Question 283833
x^2 + y^2 - 10x + 4y + 13 = 0


This equations is not in standard form.


Standard form of the equation of a circle is:


(x-h)^2 + (y-k)^2 = r^2 where:


(h,k) are the coordinates of the center of the circle and r is the radius of the circle.


You need to convert your equation into standard form in order to solve this problem.


Move all the terms around until all the x terms are together and all the y terms are together, and the constant term is on the right side of the equation.


You get:


x^2 - 10x + y^2 + 4y = -13


Complete the squares for the x terms and y terms.


x^2 - 10x = (x-5)^2 - 25


y^2 + 4y = (y+2)^2 - 4


Your equation becomes:


(x-5)^2 - 25 + (y+2)^2 - 4 = -13


Add 25 and add 4 to both sides of this equation to get:


(x-5)^2 + (y+2)^2 = -13 + 29 which becomes:


(x-5)^2 + (y+2)^2 = 16


The center of your circle should be (x,y) = (5,-2)
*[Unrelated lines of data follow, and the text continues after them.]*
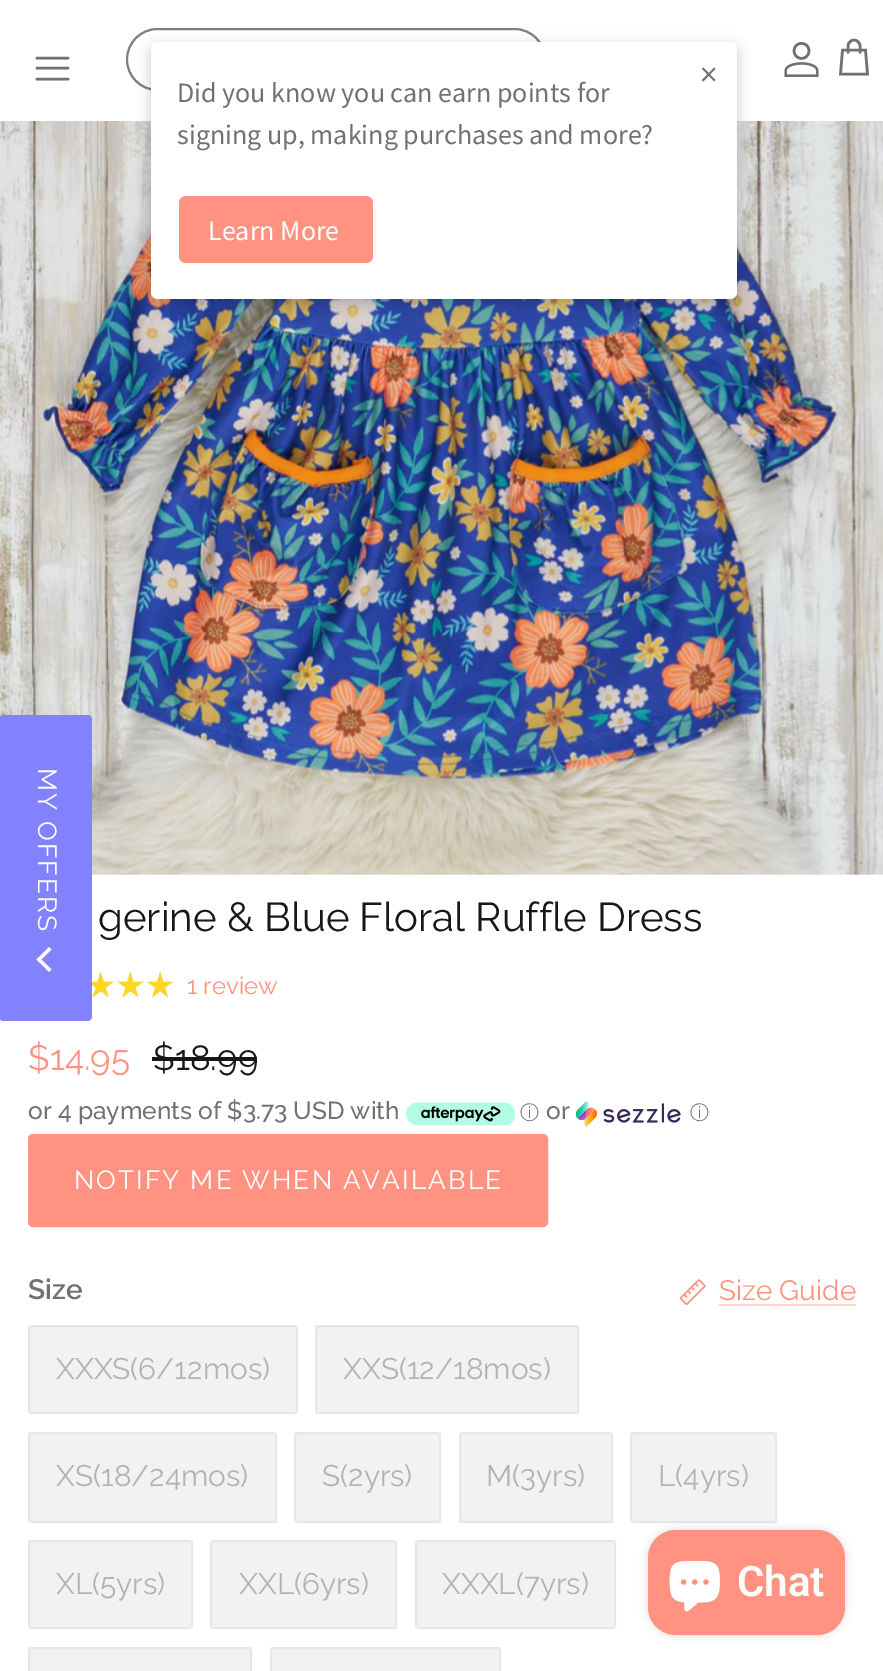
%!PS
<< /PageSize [883 1671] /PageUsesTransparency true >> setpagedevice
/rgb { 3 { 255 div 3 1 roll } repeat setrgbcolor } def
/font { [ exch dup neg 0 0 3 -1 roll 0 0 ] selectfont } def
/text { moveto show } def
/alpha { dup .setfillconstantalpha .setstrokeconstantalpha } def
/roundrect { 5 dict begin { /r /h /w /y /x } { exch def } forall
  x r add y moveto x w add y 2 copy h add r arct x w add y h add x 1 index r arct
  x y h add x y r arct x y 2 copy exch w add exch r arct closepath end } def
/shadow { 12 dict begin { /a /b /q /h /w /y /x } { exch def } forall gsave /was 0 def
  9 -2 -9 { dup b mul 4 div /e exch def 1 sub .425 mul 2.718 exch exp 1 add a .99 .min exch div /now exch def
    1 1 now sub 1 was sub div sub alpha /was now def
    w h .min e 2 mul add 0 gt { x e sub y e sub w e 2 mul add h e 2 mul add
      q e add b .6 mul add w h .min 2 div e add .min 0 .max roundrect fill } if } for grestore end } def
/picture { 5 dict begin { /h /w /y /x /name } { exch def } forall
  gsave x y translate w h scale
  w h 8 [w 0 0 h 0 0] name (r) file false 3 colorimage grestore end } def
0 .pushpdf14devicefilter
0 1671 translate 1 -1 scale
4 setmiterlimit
255 255 255 rgb
0 0 883 1671 rectfill
112 113 115 rgb
2.6 setlinewidth
1 setlinecap
1 setlinejoin
37 68 moveto 31 0 rlineto 37 58 moveto 31 0 rlineto 37 79 moveto 31 0 rlineto stroke
126 126 126 rgb
2 setlinewidth
0 setlinecap
0 setlinejoin
127 29 418 61 30.5 roundrect stroke
(img_01.rgb) 784 42 35 35 picture
112 113 115 rgb
2.6 setlinewidth
860 53.5 moveto 0 -7.5 rlineto 0 -3 -3 -6 -6 -6 rcurveto -3 0 -6 3 -6 6 rcurveto 0 7.5 rlineto 842.5 50 moveto 23 0 rlineto 2 24 rlineto -27 0 rlineto closepath stroke
(img_02.rgb) 0 121 883 754 picture
0 0 0 rgb
151 46 586 257 7 7 0.2 shadow
255 255 255 rgb
151 42 586 257 7 roundrect fill
255 146 128 rgb
179 196 194 67 7 roundrect fill
130 130 255 rgb
92 720 moveto 0 296 rlineto 0 3 -2 5 -5 5 rcurveto -83 0 rlineto -3 0 -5 -2 -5 -5 rcurveto 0 -296 rlineto 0 -3 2 -5 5 -5 rcurveto 83 0 rlineto 3 0 5 2 5 5 rcurveto closepath fill
1.8 setlinewidth
91 720 moveto 0 296 rlineto 0 2.5 -2 4 -4.5 4 rcurveto -82 0 rlineto -2.5 0 -4.5 -1.5 -4.5 -4 rcurveto 0 -296 rlineto 0 -2.5 2 -4 4.5 -4 rcurveto 82 0 rlineto 2.5 0 4.5 1.5 4.5 4 rcurveto closepath stroke
255 255 255 rgb
51.5 969.5 moveto -2.5 2.5 rlineto -12.5 -12.5 rlineto 2.5 -2.5 rlineto closepath fill
51.5 949.5 moveto -12.5 12.5 rlineto -2.5 -2.5 rlineto 12.5 -12.5 rlineto closepath fill
(img_03.rgb) 92 971 81 26 picture
(img_04.rgb) 92 971 81 27 picture
23 23 23 rgb
152 1057 105 4 rectfill
(img_05.rgb) 406 1102 109 24 picture
(img_06.rgb) 576 1101 105 26 picture
255 146 128 rgb
29 1135 518 91 4 roundrect gsave fill grestore
2 setlinewidth
stroke
(img_07.rgb) 679 1279 27 26 picture
255 211 204 rgb
719 1304 137 2 rectfill
242 242 242 rgb
28 1325 270 89 5 roundrect fill
0.05 alpha
0 0 0 rgb
29 1326 268 87 rectstroke
1 alpha
242 242 242 rgb
315 1325 264 89 5 roundrect fill
0.05 alpha
0 0 0 rgb
316 1326 262 87 rectstroke
1 alpha
242 242 242 rgb
28 1432 249 91 5 roundrect fill
0.05 alpha
0 0 0 rgb
29 1433 247 89 rectstroke
1 alpha
242 242 242 rgb
294 1432 147 91 5 roundrect fill
0.05 alpha
0 0 0 rgb
295 1433 145 89 rectstroke
1 alpha
242 242 242 rgb
459 1432 154 91 5 roundrect fill
0.05 alpha
0 0 0 rgb
460 1433 152 89 rectstroke
1 alpha
242 242 242 rgb
630 1432 147 91 5 roundrect fill
0.05 alpha
0 0 0 rgb
631 1433 145 89 rectstroke
1 alpha
242 242 242 rgb
28 1540 165 89 5 roundrect fill
0.05 alpha
0 0 0 rgb
29 1541 163 87 rectstroke
1 alpha
242 242 242 rgb
210 1540 187 89 5 roundrect fill
0.05 alpha
0 0 0 rgb
211 1541 185 87 rectstroke
1 alpha
242 242 242 rgb
415 1540 201 89 5 roundrect fill
0.05 alpha
0 0 0 rgb
416 1541 199 87 rectstroke
1 alpha
242 242 242 rgb
28 1647 224 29 5 roundrect fill
0.05 alpha
0 0 0 rgb
29 1648 222 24 rectstroke
1 alpha
242 242 242 rgb
270 1647 231 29 5 roundrect fill
0.05 alpha
0 0 0 rgb
271 1648 229 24 rectstroke
1 alpha
648 1530 197 105 28 4.5 0.15 shadow
255 146 128 rgb
648 1530 197 105 28 roundrect fill
(img_08.rgb) 669 1561 51 51 picture
/SourceSansPro-Regular 35 font
112 113 115 rgb
(×) 700 86 text
/SourceSansPro-Regular 28 font
(Did you know you can earn points for) 177 102 text
(signing up, making purchases and more?) 177 144 text
255 255 255 rgb
(Learn More) 208 240 text
/Raleway-Regular 26.25 font
gsave 38 768 translate 90 rotate 0 0 moveto 2.1 0 (MY OFFERS) ashow grestore
/Raleway-Regular 40.25 font
23 23 23 rgb
(gerine & Blue Floral Ruffle Dress) 98 931 text
/Raleway-Regular 24 font
255 146 128 rgb
(1 review) 187 994 text
/Raleway-Regular 35 font
($14.95) 28 1070 text
23 23 23 rgb
($18.99) 153 1070 text
/Raleway-Medium 24.5 font
112 113 115 rgb
(or 4 payments of $3.73 USD with) 28 1119 text
/WenQuanYiZenHei-Medium 19 font
(ⓘ) 520 1119 text
/Raleway-Medium 24.5 font
(or) 546 1119 text
/WenQuanYiZenHei-Medium 19 font
(ⓘ) 690 1119 text
/Raleway-Regular 26.25 font
255 255 255 rgb
74 1189 moveto 2.1 0 (NOTIFY ME WHEN AVAILABLE) ashow
/Raleway-SemiBold 28 font
112 113 115 rgb
(Size) 28 1299 text
/Raleway-Regular 28 font
255 146 128 rgb
(Size Guide) 719 1300 text
/Raleway-Regular 29.75 font
177 178 179 rgb
(XXXS\(6/12mos\)) 56 1379 text
(XXS\(12/18mos\)) 343 1379 text
(XS\(18/24mos\)) 56 1486 text
(S\(2yrs\)) 322 1486 text
(M\(3yrs\)) 486 1486 text
(L\(4yrs\)) 658 1486 text
(XL\(5yrs\)) 56 1594 text
(XXL\(6yrs\)) 239 1594 text
(XXXL\(7yrs\)) 442 1594 text
/Roboto-SemiBold 42 font
255 255 255 rgb
(Chat) 737 1596 text
.poppdf14devicefilter showpage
The radius of your circle should be sqrt(16) = 4


Graph your circle to see if this is true.


To graph your circle, you need to solve for y.


Your equation to work with is:


(x-5)^2 + (y+2)^2 = 16


Subtract (x-5)^2 from both sides of this equation to get:


(y+2)^2 = -(x-5)^2 + 16


Take the square root of both sides of this equation to get:


y+2 = +/- sqrt(-(x-5)^2 + 16)


Subtract 2 from both sides of this equation to get


y = +/- sqrt(-(x-5)^2 + 16) - 2


You get 2 equations out of this.


They are:


y = + sqrt(-(x-5)^2 + 16) - 2
y = - sqrt(-(x-5)^2 + 16) - 2


Graph these 2 equations and you should have your circle.


The graph of these 2 equations is shown below:


{{{graph(400,400,-10,10,-10,10,sqrt(-(x-5)^2 + 16) - 2,-sqrt(-(x-5)^2 + 16) - 2,-2)}}}


I drew a horizontal line at y = -2.


Draw an imaginary vertical line at x = 5 and you'll see that the center of the circle is at (x,y) = (5,-2).


When y = -2, the edge of the circle is at x = 1, and at x = 9.   Both of these are 4 units away from x = 5, proving that the radius of the circle is 4 units long.